Friday, 13 December 2013

When's the funeral?

I have lived through some harrowing cremation services - and one burial - from the all singing, sobbing variety to the quietest, quickest stranger led service. I am haunted by the sight of a funeral manager pressing what to me looked like the "next" button at my father's funeral. I think the allocated time was twenty minutes in this busy south London crematorium. So when my partner announced that he and his family were opting for an unwitnessed cremation for his mother I didn't need much persuading that they were opting for the right thing. She was a woman with no religious views, no close friends, away from her place of origin and uncomfortable at social occasions. She would have approved of this approach. But people have been so caught up in the psycho babble around "closure" that they have convinced themselves that seeing a coffin in a room [including that symbolic movement of it to another place during the service - the tear jerking moment] and getting some stranger to spout your words about them helps them come to terms with their death. This has been so evident this week as  I have been responding to the automatic "When's the funeral?" and - when I have the energy - talking  about unwitnessed cremations. Quite a shock to people who have never considered this. And the idea of closure is firmly embedded. It is the next thought they have once they recover from the idea of not having this ceremony.

In the same way that our lives have been hi jacked to celebrate a commercial Christmas or halloween our deaths have been hijacked by the marketing - oh so subtly - of this witnessed ceremony and all the trimmings. Funeral companies are geared up in every sense for the big event. It takes some determination to actually find that there is a small and hopefully growing demand for something much simpler.
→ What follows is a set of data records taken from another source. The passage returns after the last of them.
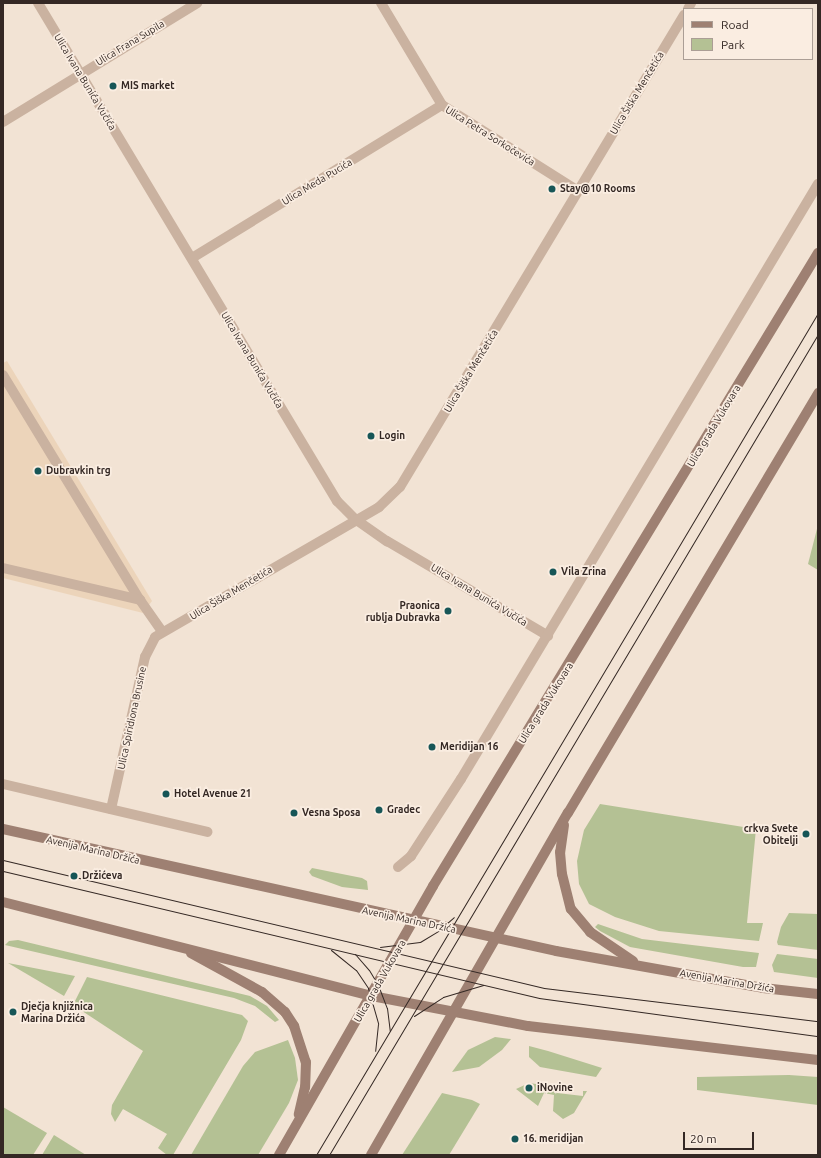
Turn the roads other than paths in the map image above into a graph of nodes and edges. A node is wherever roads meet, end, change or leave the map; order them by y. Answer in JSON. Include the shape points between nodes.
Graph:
{"nodes":[{"id":1,"x":38,"y":3,"type":"edge"},
{"id":2,"x":197,"y":3,"type":"edge"},
{"id":3,"x":381,"y":3,"type":"edge"},
{"id":4,"x":683,"y":17,"type":"edge"},
{"id":5,"x":80,"y":74,"type":"junction"},
{"id":6,"x":442,"y":105,"type":"junction"},
{"id":7,"x":3,"y":122,"type":"edge"},
{"id":8,"x":818,"y":184,"type":"edge"},
{"id":9,"x":578,"y":191,"type":"junction"},
{"id":10,"x":818,"y":253,"type":"edge"},
{"id":11,"x":192,"y":258,"type":"junction"},
{"id":12,"x":3,"y":375,"type":"edge"},
{"id":13,"x":818,"y":393,"type":"edge"},
{"id":14,"x":355,"y":519,"type":"junction"},
{"id":15,"x":3,"y":568,"type":"edge"},
{"id":16,"x":140,"y":600,"type":"junction"},
{"id":17,"x":162,"y":631,"type":"junction"},
{"id":18,"x":548,"y":636,"type":"junction"},
{"id":19,"x":3,"y":784,"type":"edge"},
{"id":20,"x":111,"y":809,"type":"junction"},
{"id":21,"x":568,"y":813,"type":"junction"},
{"id":22,"x":3,"y":829,"type":"edge"},
{"id":23,"x":207,"y":832,"type":"dead end"},
{"id":24,"x":398,"y":867,"type":"dead end"},
{"id":25,"x":3,"y":902,"type":"edge"},
{"id":26,"x":414,"y":922,"type":"junction"},
{"id":27,"x":495,"y":939,"type":"junction"},
{"id":28,"x":178,"y":946,"type":"junction"},
{"id":29,"x":646,"y":966,"type":"junction"},
{"id":30,"x":818,"y":994,"type":"edge"},
{"id":31,"x":372,"y":996,"type":"junction"},
{"id":32,"x":454,"y":1011,"type":"junction"},
{"id":33,"x":818,"y":1060,"type":"edge"},
{"id":34,"x":292,"y":1133,"type":"junction"},
{"id":35,"x":279,"y":1155,"type":"edge"},
{"id":36,"x":371,"y":1155,"type":"edge"}],
"edges":[{"from":1,"to":5,"type":"street","name":"Ulica Ivana Bunića Vučića"},
{"from":2,"to":5,"type":"street","name":"Ulica Frana Supila"},
{"from":3,"to":6,"type":"street","name":"Ulica Petra Sorkočevića"},
{"from":4,"to":9,"type":"street","name":"Ulica Šiška Menčetića"},
{"from":5,"to":7,"type":"street","name":"Ulica Frana Supila"},
{"from":5,"to":11,"type":"street","name":"Ulica Ivana Bunića Vučića"},
{"from":6,"to":9,"type":"street","name":"Ulica Petra Sorkočevića"},
{"from":6,"to":11,"type":"street","name":"Ulica Meda Pucića"},
{"from":8,"to":18,"type":"street"},
{"from":9,"to":14,"type":"street","name":"Ulica Šiška Menčetića","via":[[408,476],[379,507]]},
{"from":10,"to":26,"type":"main road","name":"Ulica grada Vukovara"},
{"from":11,"to":14,"type":"street","name":"Ulica Ivana Bunića Vučića","via":[[300,442],[337,501]]},
{"from":12,"to":16,"type":"street"},
{"from":13,"to":21,"type":"main road"},
{"from":14,"to":17,"type":"street","name":"Ulica Šiška Menčetića","via":[[179,624]]},
{"from":14,"to":18,"type":"street","name":"Ulica Ivana Bunića Vučića","via":[[387,541]]},
{"from":15,"to":16,"type":"street"},
{"from":16,"to":17,"type":"street"},
{"from":17,"to":20,"type":"street","name":"Ulica Spiridiona Brusine","via":[[155,637],[145,657]]},
{"from":18,"to":24,"type":"street","via":[[443,808],[411,856]]},
{"from":19,"to":20,"type":"street"},
{"from":20,"to":23,"type":"street"},
{"from":21,"to":27,"type":"main road"},
{"from":21,"to":29,"type":"main road","via":[[560,852],[563,886],[571,909],[581,923],[602,943]]},
{"from":22,"to":26,"type":"main road","name":"Avenija Marina Držića"},
{"from":25,"to":28,"type":"main road"},
{"from":26,"to":27,"type":"main road","name":"Avenija Marina Držića"},
{"from":26,"to":31,"type":"main road","name":"Ulica grada Vukovara"},
{"from":27,"to":29,"type":"main road","name":"Avenija Marina Držića"},
{"from":27,"to":32,"type":"main road"},
{"from":28,"to":31,"type":"main road"},
{"from":28,"to":34,"type":"main road","via":[[262,992],[285,1012],[294,1026],[304,1051],[306,1073],[301,1108]]},
{"from":29,"to":30,"type":"main road","name":"Avenija Marina Držića","via":[[763,988]]},
{"from":31,"to":32,"type":"main road"},
{"from":31,"to":34,"type":"main road","name":"Ulica grada Vukovara"},
{"from":32,"to":33,"type":"main road","via":[[528,1026]]},
{"from":32,"to":36,"type":"main road"},
{"from":34,"to":35,"type":"main road","name":"Ulica grada Vukovara"}]}
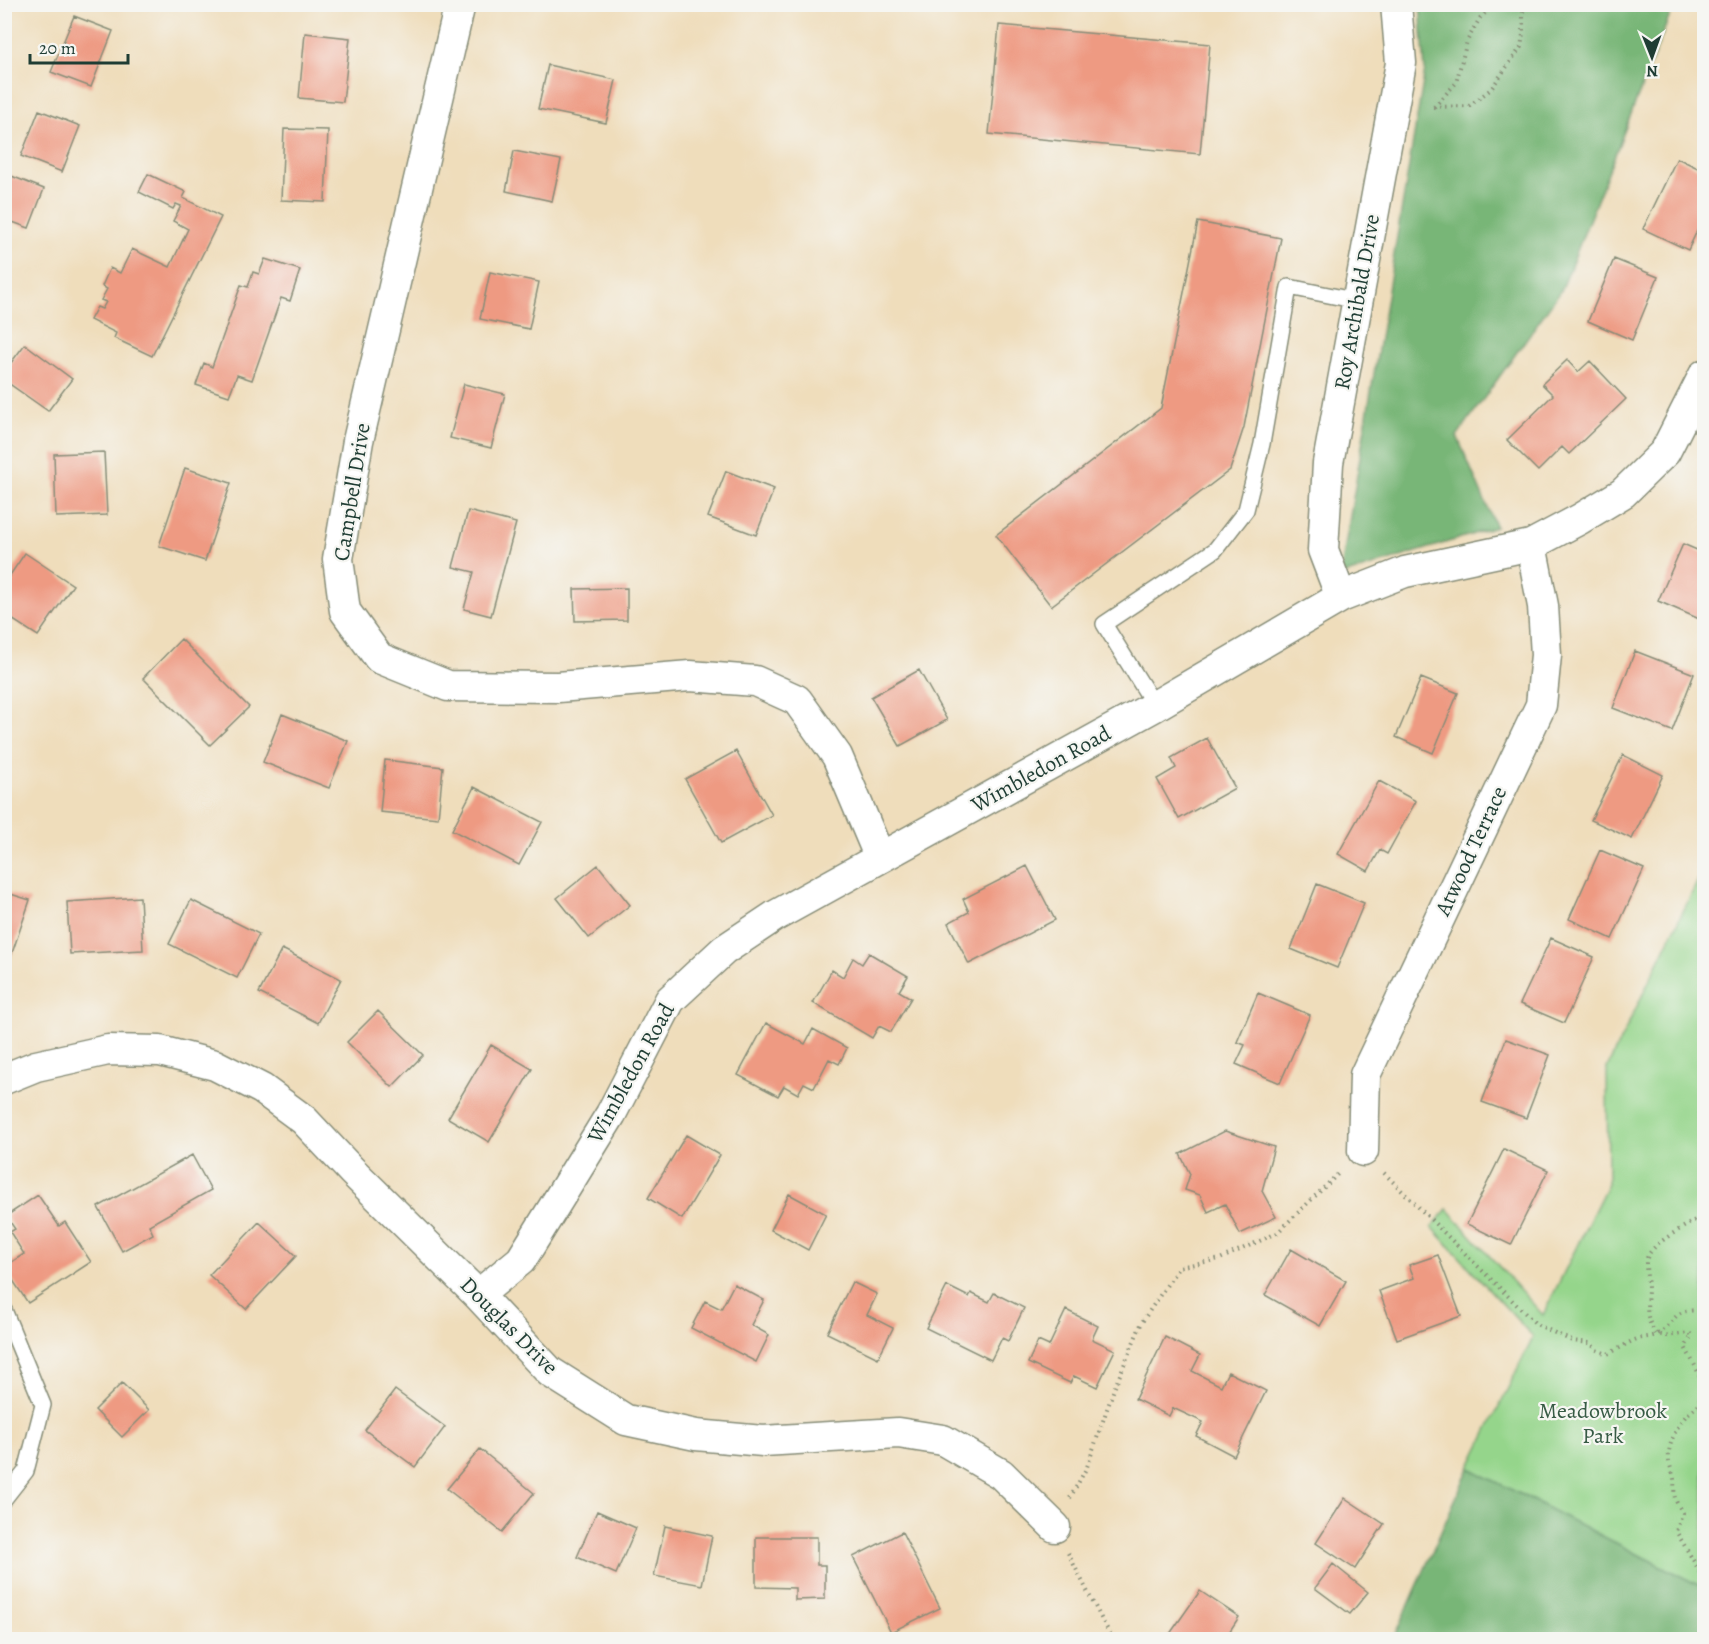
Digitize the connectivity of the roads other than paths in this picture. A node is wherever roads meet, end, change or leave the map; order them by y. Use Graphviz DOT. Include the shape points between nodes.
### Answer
graph roads {
  1 [pos="460,4"];
  2 [pos="1396,4"];
  3 [pos="1358,301"];
  4 [pos="1704,375"];
  5 [pos="1532,545"];
  6 [pos="1341,597"];
  7 [pos="1155,706"];
  8 [pos="880,858"];
  9 [pos="4,1079"];
  10 [pos="1363,1151"];
  11 [pos="478,1295"];
  12 [pos="4,1310"];
  13 [pos="4,1499"];
  14 [pos="1055,1527"];
  1 -- 8 [label="street, Campbell Drive" via="358,441 338,558 345,611 379,658 448,686 558,687 690,676 755,681 797,700 837,756"];
  2 -- 3 [label="street, Roy Archibald Drive" via="1401,63"];
  3 -- 6 [label="street, Roy Archibald Drive" via="1328,463 1326,496 1323,550"];
  3 -- 7 [label="lane" via="1289,288 1262,444 1246,510 1215,550 1104,624"];
  4 -- 5 [label="street, Wimbledon Road" via="1665,452 1623,492"];
  5 -- 6 [label="street, Wimbledon Road" via="1405,572"];
  5 -- 10 [label="street, Atwood Terrace" via="1544,616 1546,655 1541,705 1365,1075"];
  6 -- 7 [label="street, Wimbledon Road"];
  7 -- 8 [label="street, Wimbledon Road"];
  8 -- 11 [label="street, Wimbledon Road" via="775,916 724,950 670,1000 611,1114 521,1260"];
  9 -- 11 [label="street, Douglas Drive" via="36,1066 108,1050 160,1051 215,1065 262,1089 304,1120"];
  11 -- 14 [label="street, Douglas Drive" via="550,1372 626,1420 696,1435 763,1441 898,1433 943,1440 1001,1474"];
  12 -- 13 [label="lane" via="43,1405 26,1471"];
}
A blogger writing last year has researched the whole closure issue more academically and directs us to articles that examine it  http://simpleethoughts.blogspot.co.uk/2012/11/the-controversy-with-closure.html.

Personally I do not want my last act on earth to be a polluting one so will opt for a woodland burial - but I would like it to be unwitnessed too. To wish for anything else would be self indulgence now that I know there is an alternative!